Python: CSS Selector to use inside lxml.cssselect

I believe you cannot get the attribute value through CSS selectors. You should get the elements...

>>> elements = doc.cssselect('div.results dl dt a')

...and then get the attributes from them:

>>> for element in elements:
...     print element.get('href')
... 
/link 1
/link 2

Of course, list comprehensions are your friends:

>>> [element.get('href') for element in elements]
['/link 1', '/link 2']

Since you cannot update properties of attributes in CSS, I believe there is no sense on getting them through CSS selectors. You can "mention" attributes in CSS selectors to retrieve only to match their elements. However, is is just cogitation and I may be wrong; if I am, please someone correct me :) Well, @Tim Diggs confirms my hypothesis below :)

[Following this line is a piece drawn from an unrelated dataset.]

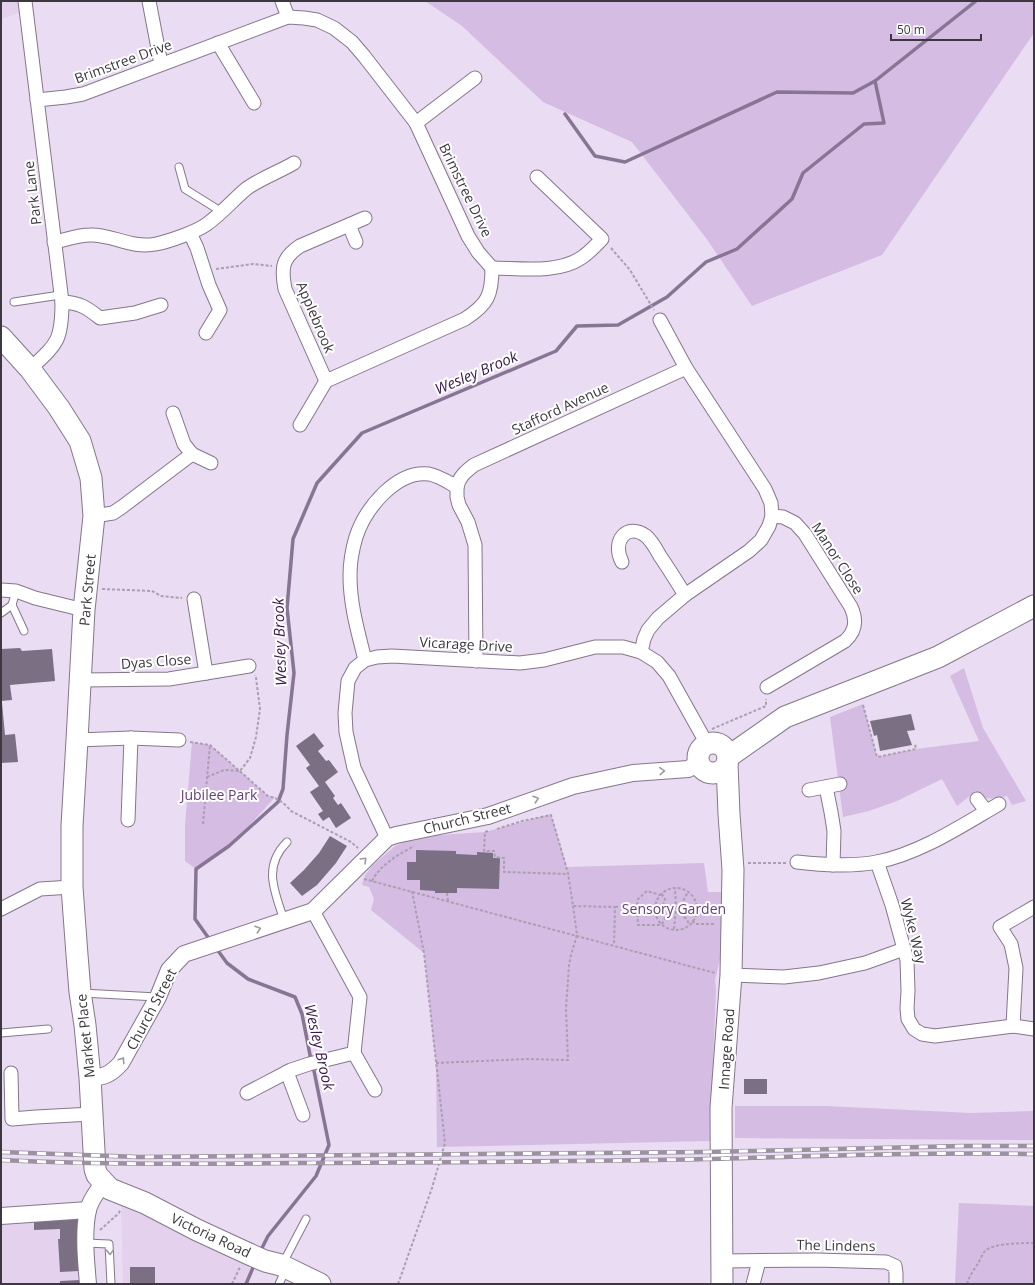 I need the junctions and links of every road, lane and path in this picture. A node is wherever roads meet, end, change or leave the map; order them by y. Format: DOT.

You need to get the attribute on the result of cssselect (it always returns the element, never an attribute):

firstly, I'm not sure about doc.cssselect (but maybe this is your own function?)

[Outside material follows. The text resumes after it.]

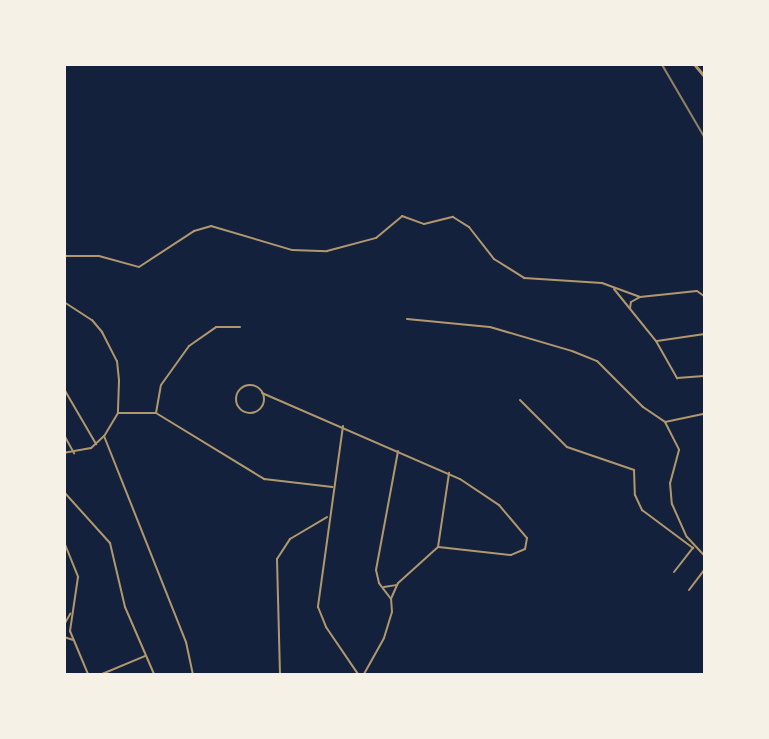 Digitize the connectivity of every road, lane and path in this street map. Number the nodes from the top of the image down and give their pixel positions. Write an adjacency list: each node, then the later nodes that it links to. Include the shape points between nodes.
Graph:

lxml.cssselect is normally used:

from lxml.cssselect import CSSSelector
sel = CSSSelector('html body div.results dl dt a[href]')

then, assuming you've already got a doc

links = []
for a_href in sel(doc):
    links.append(a_href.get('href'))

or the more succinct:

links = [a_href.get('href') for a_href in doc.cssselect('html body div.results dl dt a[href]')]

I have successfully used

#element-id ::attr(value)

To get the "value" attribute for HTML elements.